宇都宮徹壱ウェブマガジン

【無料記事】献本御礼『NEW LONDON イースト・ロンドンガイドブック』カルロス矢吹著

仕事柄、よく献本をいただく。多くがサッカー関連本だが、中には思わぬ方向から興味深いジャンルの新著をいただくこともあり、大変ありがたく思っている。その一方で、最近はまとまった読書の時間を確保できないこともあり、お礼を伝えるのが精いっぱい。おそらく版元は何かしらの書評を期待しているものと拝察するが、新著が届いて2カ月後にようやく読み始めるということもよくあり、やがて「今さら書評を書いてもねえ」という気分になり、結局いただいてそのままという不義理を繰り返してきた。

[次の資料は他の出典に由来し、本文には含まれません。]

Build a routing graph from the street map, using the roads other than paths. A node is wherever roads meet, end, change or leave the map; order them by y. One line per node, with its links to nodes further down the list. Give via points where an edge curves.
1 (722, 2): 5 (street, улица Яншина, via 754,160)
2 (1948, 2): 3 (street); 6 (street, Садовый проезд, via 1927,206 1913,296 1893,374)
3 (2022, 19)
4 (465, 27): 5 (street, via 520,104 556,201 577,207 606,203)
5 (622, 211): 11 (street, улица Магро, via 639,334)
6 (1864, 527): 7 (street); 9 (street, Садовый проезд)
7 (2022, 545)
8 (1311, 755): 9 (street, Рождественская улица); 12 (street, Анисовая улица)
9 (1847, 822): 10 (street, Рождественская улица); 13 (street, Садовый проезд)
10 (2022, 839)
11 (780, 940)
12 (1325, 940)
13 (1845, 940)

さすがにそれではいかんと心を入れ替えるべく、タグマ!版にて『献本御礼』という不定期連載を始めることにした。これは献本いただいた作品(定期刊行物は除く)について、ざっと読んでの感想や著者の方の紹介などをさせていただく、というもの。タイトルどおり、献本への御礼が第一の目的であり、本来の意味での「書評」ではないことをあらかじめお断りしておく。それでも、読者の皆さんが購買を考える上でのヒントは、さりげなく織り込んできたいと考える次第だ。

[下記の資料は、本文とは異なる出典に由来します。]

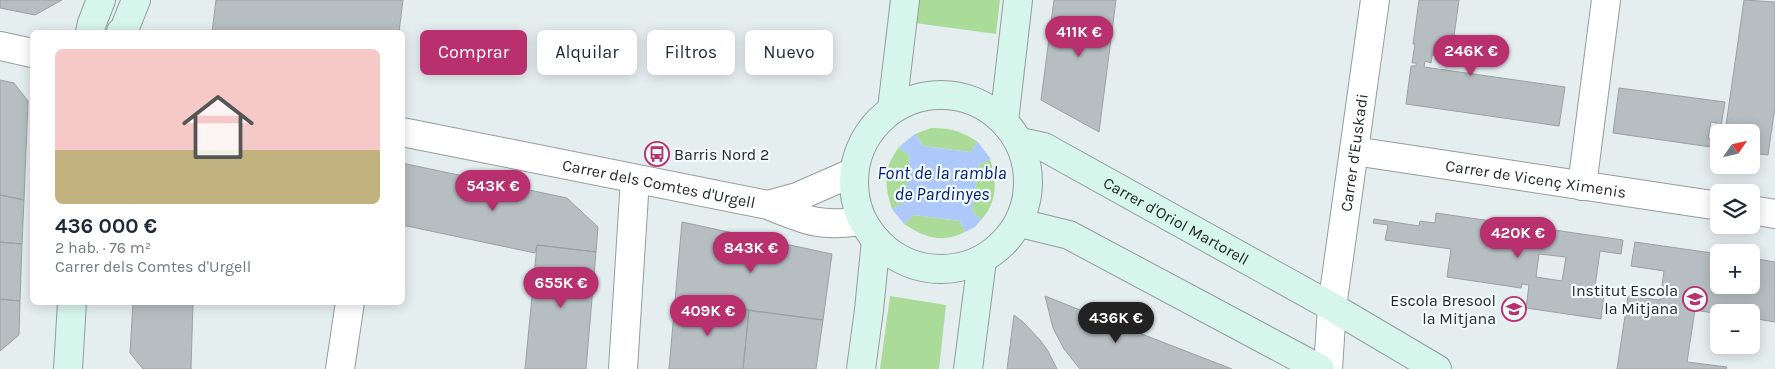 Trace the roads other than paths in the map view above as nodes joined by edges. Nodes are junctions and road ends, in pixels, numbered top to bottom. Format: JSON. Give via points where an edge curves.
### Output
{"nodes":[{"id":1,"x":101,"y":0,"type":"edge"},
{"id":2,"x":136,"y":0,"type":"edge"},
{"id":3,"x":905,"y":0,"type":"edge"},
{"id":4,"x":1018,"y":0,"type":"edge"},
{"id":5,"x":1375,"y":0,"type":"edge"},
{"id":6,"x":1606,"y":0,"type":"edge"},
{"id":7,"x":90,"y":30,"type":"edge"},
{"id":8,"x":124,"y":30,"type":"edge"},
{"id":9,"x":0,"y":46,"type":"edge"},
{"id":10,"x":30,"y":53,"type":"edge"},
{"id":11,"x":892,"y":109,"type":"junction"},
{"id":12,"x":1012,"y":131,"type":"junction"},
{"id":13,"x":405,"y":133,"type":"edge"},
{"id":14,"x":1354,"y":151,"type":"junction"},
{"id":15,"x":854,"y":172,"type":"junction"},
{"id":16,"x":635,"y":179,"type":"junction"},
{"id":17,"x":1582,"y":186,"type":"junction"},
{"id":18,"x":768,"y":205,"type":"junction"},
{"id":19,"x":1710,"y":205,"type":"edge"},
{"id":20,"x":1760,"y":212,"type":"edge"},
{"id":21,"x":1775,"y":214,"type":"edge"},
{"id":22,"x":1020,"y":223,"type":"junction"},
{"id":23,"x":869,"y":230,"type":"junction"},
{"id":24,"x":982,"y":260,"type":"junction"},
{"id":25,"x":72,"y":305,"type":"edge"},
{"id":26,"x":350,"y":305,"type":"edge"},
{"id":27,"x":1332,"y":307,"type":"junction"},
{"id":28,"x":68,"y":369,"type":"edge"},
{"id":29,"x":340,"y":369,"type":"edge"},
{"id":30,"x":623,"y":369,"type":"edge"},
{"id":31,"x":861,"y":369,"type":"edge"},
{"id":32,"x":968,"y":369,"type":"edge"},
{"id":33,"x":1320,"y":369,"type":"edge"},
{"id":34,"x":1328,"y":369,"type":"edge"},
{"id":35,"x":1437,"y":369,"type":"edge"}],
"edges":[{"from":1,"to":7,"type":"street"},
{"from":2,"to":8,"type":"street"},
{"from":3,"to":11,"type":"street"},
{"from":4,"to":12,"type":"street"},
{"from":5,"to":14,"type":"street","name":"Carrer d'Euskadi"},
{"from":6,"to":17,"type":"street"},
{"from":9,"to":10,"type":"street"},
{"from":11,"to":12,"type":"street","via":[[914,98],[938,94],[962,96],[985,106]]},
{"from":11,"to":15,"type":"street","via":[[873,126],[860,148]]},
{"from":12,"to":22,"type":"street","via":[[1028,168],[1028,196]]},
{"from":12,"to":27,"type":"street","name":"Carrer d'Oriol Martorell"},
{"from":13,"to":16,"type":"street","name":"Carrer dels Comtes d'Urgell"},
{"from":14,"to":17,"type":"street","name":"Carrer de Vicenç Ximenis"},
{"from":14,"to":27,"type":"street","name":"Carrer d'Euskadi"},
{"from":15,"to":18,"type":"street","name":"Carrer dels Comtes d'Urgell","via":[[797,197]]},
{"from":15,"to":23,"type":"street","via":[[855,197]]},
{"from":16,"to":18,"type":"street","name":"Carrer dels Comtes d'Urgell"},
{"from":16,"to":30,"type":"street"},
{"from":17,"to":19,"type":"street","name":"Carrer de Vicenç Ximenis"},
{"from":18,"to":23,"type":"street","name":"Carrer dels Comtes d'Urgell","via":[[805,220]]},
{"from":20,"to":21,"type":"street"},
{"from":22,"to":24,"type":"street","via":[[1004,244]]},
{"from":22,"to":33,"type":"street","via":[[1069,235]]},
{"from":23,"to":24,"type":"street","via":[[898,258],[925,268],[954,269]]},
{"from":23,"to":31,"type":"street","via":[[869,310]]},
{"from":24,"to":32,"type":"street"},
{"from":25,"to":28,"type":"street"},
{"from":26,"to":29,"type":"street"},
{"from":27,"to":34,"type":"street"},
{"from":27,"to":35,"type":"street","name":"Carrer d'Oriol Martorell"}]} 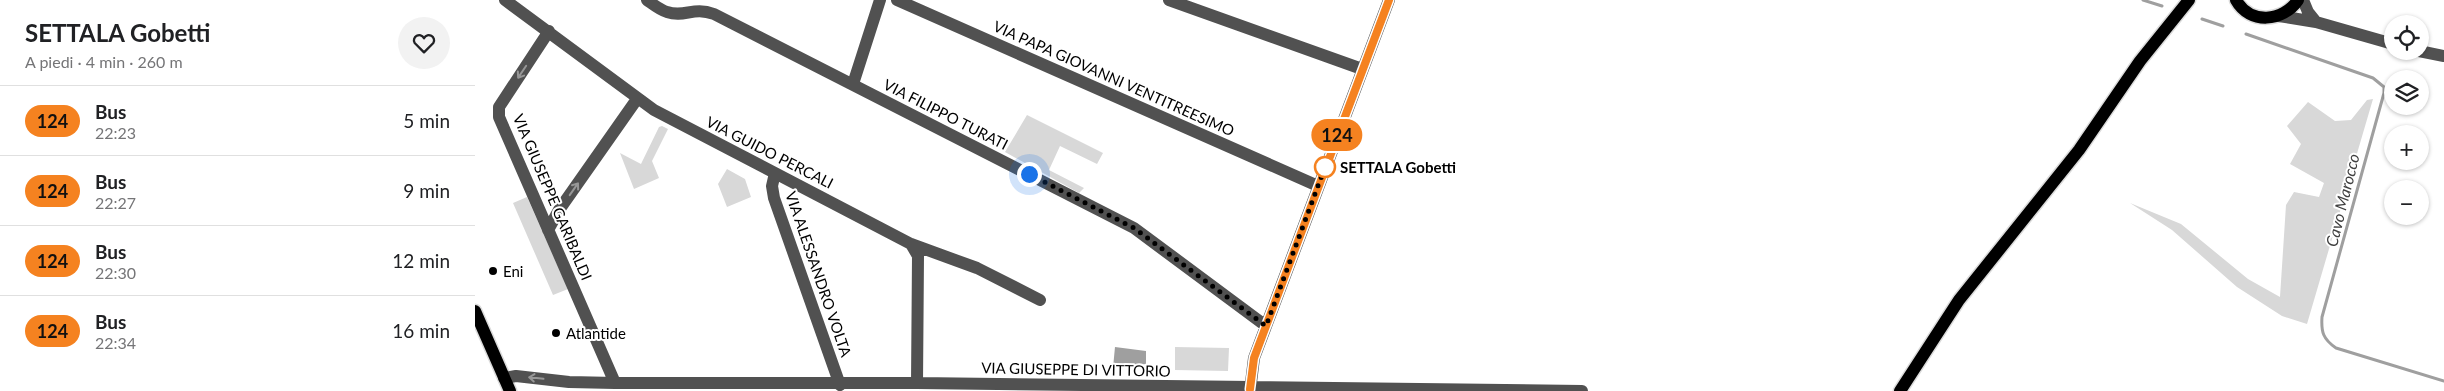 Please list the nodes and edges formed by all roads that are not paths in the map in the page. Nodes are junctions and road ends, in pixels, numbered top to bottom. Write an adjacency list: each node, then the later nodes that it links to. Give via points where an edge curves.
1 (505, 0): 15 (street, VIA GUIDO PERCALI)
2 (647, 0): 12 (street, VIA FILIPPO TURATI, via 666,12)
3 (687, 0): 12 (street)
4 (879, 0): 20 (street)
5 (897, 0): 23 (street, VIA PAPA GIOVANNI VENTITREESIMO)
6 (1169, 0): 19 (street)
7 (1389, 0): 19 (street)
8 (2189, 0): 38 (main road, via 2140,61 2079,150 1959,300)
9 (2236, 0): 13 (main road, via 2243,10 2257,17)
10 (2298, 0): 13 (main road)
11 (2303, 0): 14 (street)
12 (683, 13): 20 (street, VIA FILIPPO TURATI, via 703,9)
13 (2279, 16): 14 (street)
14 (2317, 22): 16 (street)
15 (549, 32): 21 (street, VIA GUIDO PERCALI); 24 (street, VIA GIUSEPPE GARIBALDI, one-way to 24, via 499,107 499,117)
16 (2384, 41)
17 (2429, 53): 18 (street)
18 (2444, 56)
19 (1362, 69): 23 (street)
20 (853, 84): 28 (street, VIA FILIPPO TURATI, via 1134,228)
21 (637, 100): 22 (street, VIA GUIDO PERCALI); 24 (street, one-way to 21)
22 (775, 173): 25 (street, VIA GUIDO PERCALI); 33 (street, VIA ALESSANDRO VOLTA, via 773,198)
23 (1318, 186): 28 (street)
24 (548, 230): 31 (street, VIA GIUSEPPE GARIBALDI)
25 (911, 244): 26 (street, VIA GUIDO PERCALI, via 977,268); 32 (street, via 918,256)
26 (1040, 300)
27 (475, 311): 29 (main road)
28 (1266, 326): 34 (street, via 1254,358)
29 (504, 378): 30 (street, VIA GIUSEPPE DI VITTORIO, one-way to 29, via 516,376); 35 (main road)
30 (569, 382): 31 (street, VIA GIUSEPPE DI VITTORIO); 36 (street, VIA GIUSEPPE DI VITTORIO)
31 (615, 383): 33 (street, VIA GIUSEPPE DI VITTORIO)
32 (917, 383): 33 (street, VIA GIUSEPPE DI VITTORIO); 34 (street, VIA GIUSEPPE DI VITTORIO)
33 (840, 385)
34 (1250, 390): 37 (street, VIA GIUSEPPE DI VITTORIO)
35 (510, 391)
36 (549, 391)
37 (1582, 391)
38 (1901, 391)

さて、今回ご紹介するのが『NEW LONDON イースト・ロンドンガイドブック』。著者は、先月徹マガにご登場いただいたカルロス矢吹さんである。今年31歳の若い書き手だが、世界を縦横無尽に駆け巡り、英語とスペイン語を駆使しながら質の高い取材を続け、これまで3冊の著書を上梓している。

4冊目となる本書は、いわゆるガイドブック。ただしユニークなのが「イースト・ロンドン限定」であることだ。イースト・ロンドンといえば、今から17年前にウェストハム・ユナイテッドの試合を観戦する際に「ちょっと危険な香りがする下町だから気をつけたほうがよい」というアドバイスをいただき、おっかなびっくり歩いた記憶がある。ところが著者の矢吹さんによれば、昨今の地価高騰によってロンドンのアーティストやクリエーターが家賃の安いイーストエリアに拠点を移すようになり、2000年以降は「ロンドン屈指の最先端おしゃれスポットに」なったとのこと。

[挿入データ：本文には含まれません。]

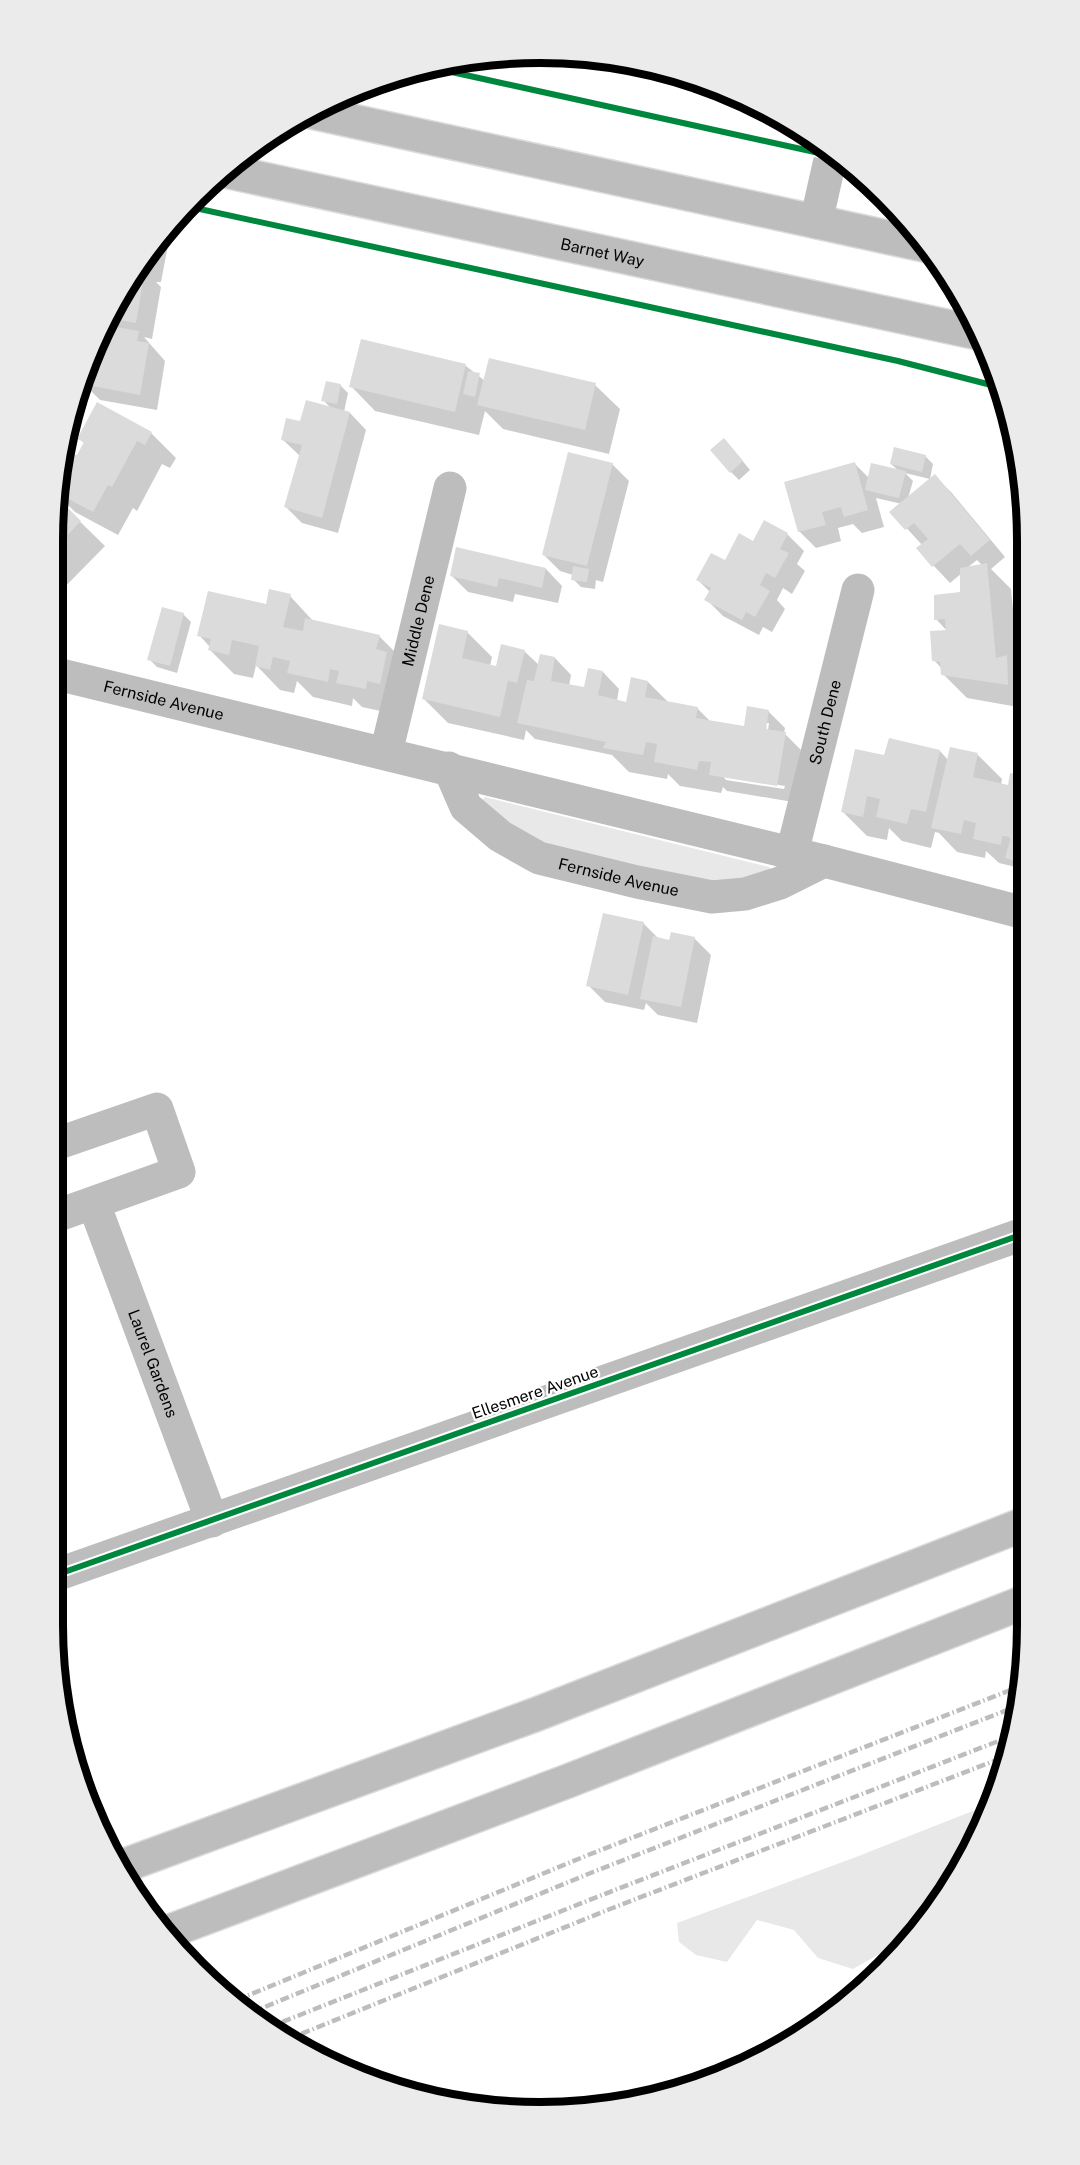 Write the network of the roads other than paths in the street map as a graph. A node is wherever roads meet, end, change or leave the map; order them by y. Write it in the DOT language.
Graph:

実際、本書には思わず行ってみたくなるようなカフェやパブやレストラン、そしてギャラリーなどの紹介が目白押し。著者が撮影した写真も、現地の空気感をよく再現していて好感が持てた。一般的なガイドブックにはほとんど取り上げられないイースト・ロンドンの情報は、とりわけロンドンを定期的に観光する人にとっては貴重であろう。もっとも、目まぐるしく変化を続けるロンドンのこと。30年後くらいには「2010年代のイースト・ロンドンを切り取った貴重な歴史資料」として、本書は重宝されるのかもしれない。定価1850円+税。